Input data ::
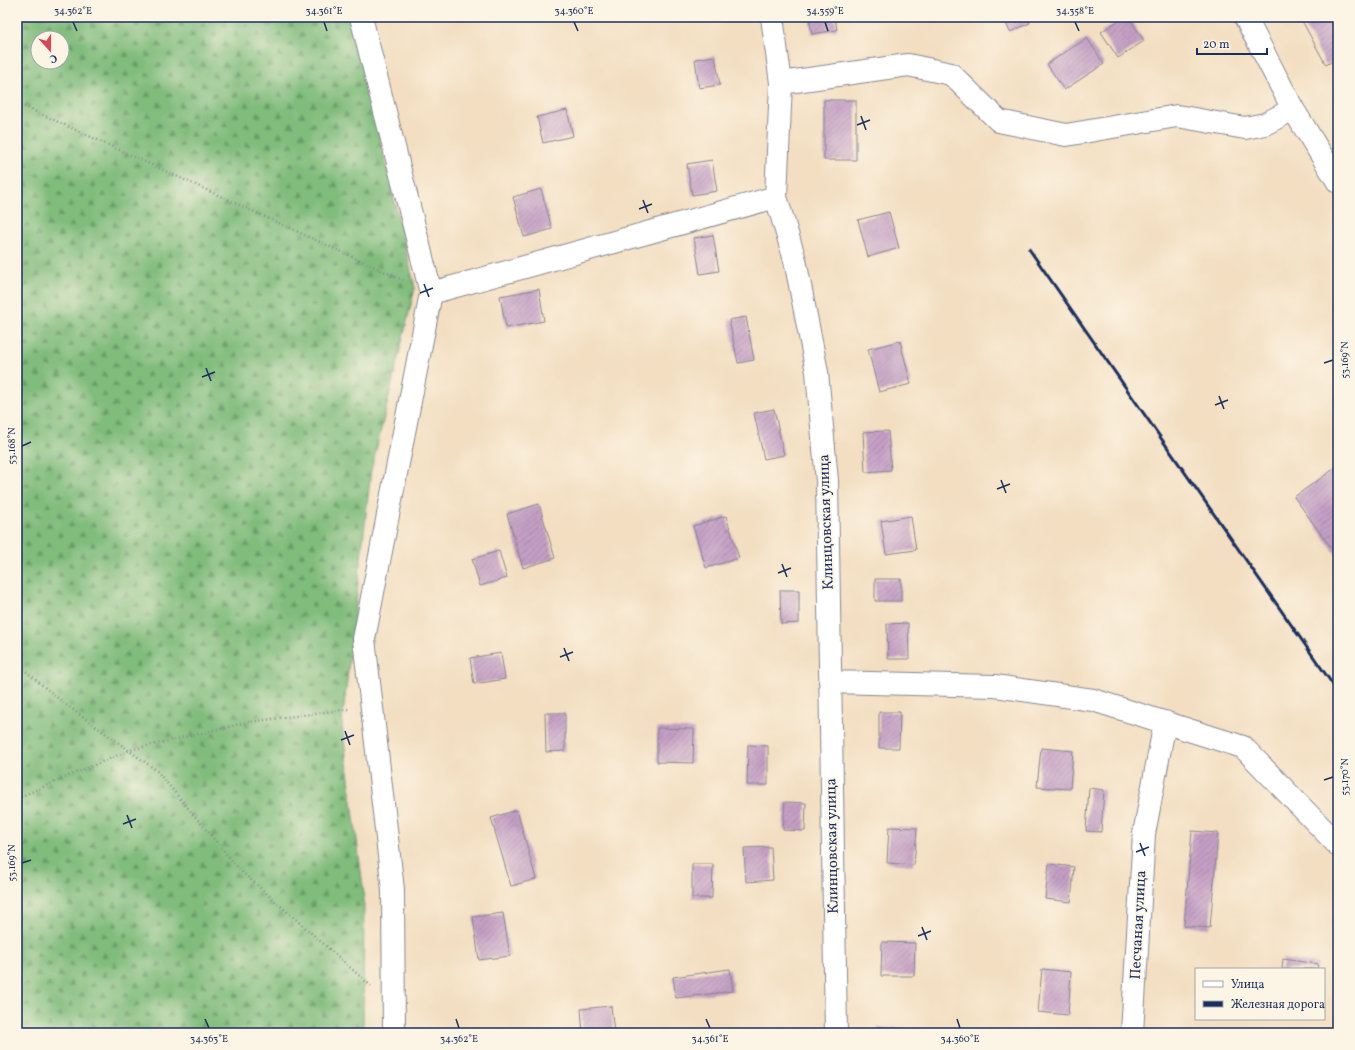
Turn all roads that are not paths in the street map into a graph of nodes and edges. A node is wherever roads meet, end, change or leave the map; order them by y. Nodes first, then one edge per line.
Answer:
1 (361, 17) edge
2 (772, 17) edge
3 (1245, 17) edge
4 (781, 83) junction
5 (1293, 109) junction
6 (1338, 182) edge
7 (776, 197) junction
8 (431, 293) junction
9 (830, 682) junction
10 (1165, 722) junction
11 (1338, 845) edge
12 (394, 1033) edge
13 (836, 1033) edge
14 (1132, 1033) edge

1 - 8 street
2 - 4 street, Клинцовская улица
3 - 5 street
4 - 5 street
4 - 7 street, Клинцовская улица
5 - 6 street
7 - 8 street
7 - 9 street, Клинцовская улица
8 - 12 street
9 - 10 street
9 - 13 street, Клинцовская улица
10 - 11 street
10 - 14 street, Песчаная улица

Required work :: Pictures in the data above should not be copied; transcribe everything else exactly.

Your solution ::
Turn all roads that are not paths in the street map into a graph of nodes and edges. A node is wherever roads meet, end, change or leave the map; order them by y. Nodes first, then one edge per line.
Answer:
1 (361, 17) edge
2 (772, 17) edge
3 (1245, 17) edge
4 (781, 83) junction
5 (1293, 109) junction
6 (1338, 182) edge
7 (776, 197) junction
8 (431, 293) junction
9 (830, 682) junction
10 (1165, 722) junction
11 (1338, 845) edge
12 (394, 1033) edge
13 (836, 1033) edge
14 (1132, 1033) edge

1 - 8 street
2 - 4 street, Клинцовская улица
3 - 5 street
4 - 5 street
4 - 7 street, Клинцовская улица
5 - 6 street
7 - 8 street
7 - 9 street, Клинцовская улица
8 - 12 street
9 - 10 street
9 - 13 street, Клинцовская улица
10 - 11 street
10 - 14 street, Песчаная улица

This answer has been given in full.